Due to inflation, alien abduction no longer comes with free probes. Humans are required to bring their own probes, or may purchase a probe on board the spacecraft for a moderate fee.
KID: can i eat a tide pod
MOM: no
KID: this is bullshit
MOM: don’t use foul language go wash your mouth out with soap this instant
Thank god madagascar 3 is coming out. Just didnt get the closure i needed with the first 2
The first rule of kite club is you do not talk about Benjamin Franklin.
Her: Well, I know I told you that.
Me: *closes eyes*
Her: What are you doing?
Me: Checking for it in my spam folder.
Attorney: identity theft is a serious crime
John Jacob Jingleheimerschmidt: i will explain once more
I’m just going to flip my omelette here
Anddddddddd
I’m actually having scrambled eggs now
Football Team: Huddle up!
Me: Mm, this is nice
FT: Who are you
Me: So warm, so snug
FT: Break. Break now!
Me: Don’t go nice man-castle
Cute girl online: I have no idea how you’re single!

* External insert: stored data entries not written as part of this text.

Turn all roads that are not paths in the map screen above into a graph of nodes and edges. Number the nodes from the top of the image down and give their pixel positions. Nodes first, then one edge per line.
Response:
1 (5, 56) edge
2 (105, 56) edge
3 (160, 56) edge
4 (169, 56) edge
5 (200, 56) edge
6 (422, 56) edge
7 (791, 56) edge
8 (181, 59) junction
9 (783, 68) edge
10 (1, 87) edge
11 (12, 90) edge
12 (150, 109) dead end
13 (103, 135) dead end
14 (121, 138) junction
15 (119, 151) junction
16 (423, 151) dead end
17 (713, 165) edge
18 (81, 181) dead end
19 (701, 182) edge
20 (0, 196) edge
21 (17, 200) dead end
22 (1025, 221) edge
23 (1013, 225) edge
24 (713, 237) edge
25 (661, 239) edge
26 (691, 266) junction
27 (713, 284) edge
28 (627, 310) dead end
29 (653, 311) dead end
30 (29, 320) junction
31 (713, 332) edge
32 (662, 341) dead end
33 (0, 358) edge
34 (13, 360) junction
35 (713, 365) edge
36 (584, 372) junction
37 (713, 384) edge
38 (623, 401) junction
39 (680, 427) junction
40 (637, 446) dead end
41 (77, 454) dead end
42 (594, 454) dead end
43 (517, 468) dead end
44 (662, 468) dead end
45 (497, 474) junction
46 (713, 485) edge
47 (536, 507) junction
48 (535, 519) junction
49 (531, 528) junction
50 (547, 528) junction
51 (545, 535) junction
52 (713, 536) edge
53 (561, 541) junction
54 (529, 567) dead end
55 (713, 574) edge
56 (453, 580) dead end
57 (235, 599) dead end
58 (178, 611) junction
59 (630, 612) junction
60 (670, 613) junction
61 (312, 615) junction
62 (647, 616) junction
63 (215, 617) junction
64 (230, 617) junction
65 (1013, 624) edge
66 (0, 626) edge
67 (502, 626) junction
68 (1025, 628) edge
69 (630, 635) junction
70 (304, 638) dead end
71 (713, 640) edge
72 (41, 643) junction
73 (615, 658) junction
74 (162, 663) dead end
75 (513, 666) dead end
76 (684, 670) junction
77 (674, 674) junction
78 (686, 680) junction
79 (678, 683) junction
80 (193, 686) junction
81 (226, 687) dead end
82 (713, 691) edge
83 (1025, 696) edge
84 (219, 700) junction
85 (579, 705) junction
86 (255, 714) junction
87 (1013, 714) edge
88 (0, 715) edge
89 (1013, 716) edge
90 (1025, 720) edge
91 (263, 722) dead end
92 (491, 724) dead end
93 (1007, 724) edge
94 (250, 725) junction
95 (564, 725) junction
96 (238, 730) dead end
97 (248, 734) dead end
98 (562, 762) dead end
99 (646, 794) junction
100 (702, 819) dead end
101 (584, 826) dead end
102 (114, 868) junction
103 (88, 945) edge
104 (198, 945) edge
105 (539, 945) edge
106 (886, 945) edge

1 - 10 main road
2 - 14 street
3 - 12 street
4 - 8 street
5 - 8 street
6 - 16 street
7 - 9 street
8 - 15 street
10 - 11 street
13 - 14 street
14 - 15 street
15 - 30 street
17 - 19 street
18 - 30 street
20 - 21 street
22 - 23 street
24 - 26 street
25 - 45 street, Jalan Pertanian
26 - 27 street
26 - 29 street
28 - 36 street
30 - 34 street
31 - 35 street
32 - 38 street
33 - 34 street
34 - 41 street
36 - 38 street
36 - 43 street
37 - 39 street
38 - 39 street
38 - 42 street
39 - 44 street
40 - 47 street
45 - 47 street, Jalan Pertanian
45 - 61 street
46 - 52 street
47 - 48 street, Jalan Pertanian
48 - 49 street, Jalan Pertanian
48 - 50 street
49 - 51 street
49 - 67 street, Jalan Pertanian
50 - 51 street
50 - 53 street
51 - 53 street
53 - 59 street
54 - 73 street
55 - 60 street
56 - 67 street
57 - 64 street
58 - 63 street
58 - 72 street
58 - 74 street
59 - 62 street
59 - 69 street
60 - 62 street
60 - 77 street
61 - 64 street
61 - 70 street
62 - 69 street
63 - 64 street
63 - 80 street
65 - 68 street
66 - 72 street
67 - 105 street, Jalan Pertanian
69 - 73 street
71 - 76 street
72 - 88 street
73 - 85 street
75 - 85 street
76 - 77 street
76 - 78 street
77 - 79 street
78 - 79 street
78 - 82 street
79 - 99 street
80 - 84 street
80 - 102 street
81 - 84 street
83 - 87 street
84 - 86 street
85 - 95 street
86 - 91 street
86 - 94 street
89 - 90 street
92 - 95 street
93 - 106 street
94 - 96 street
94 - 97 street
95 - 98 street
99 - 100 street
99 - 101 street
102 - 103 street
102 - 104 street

Me: Yeah I don’t know. They’re crazy I guess.
*eats ravioli out of the can with my keys*
You can just tell people you’re writing a novel even if you’re not. There will not be follow up questions.
godzilla: *godzilla roar*
me: godzilla, can we try using our inside voice?
godzilla: (sheepishly) …may i please have a snack
do you think that when our civilization falls, future archaeologists will find all those ‘guy ate here!’ signs and think that guy fieri was our emperor
her: your frog jokes are terrible
me: so i’ve been toad, jen
ME: A bag of my favorite peanuts has gone missing.
LIAM NEESON: How did you get this number?
Cop: we know you’re in there.
Me in a French accent: I am not ere, I am in France.
Cop: when will you be back?
Me: je ne comprends pas
Got kicked out of my motorcycle gang again for trying to sell essential oils
Add spice to your relationship. Probably not saffron, though. That stuff’s expensive.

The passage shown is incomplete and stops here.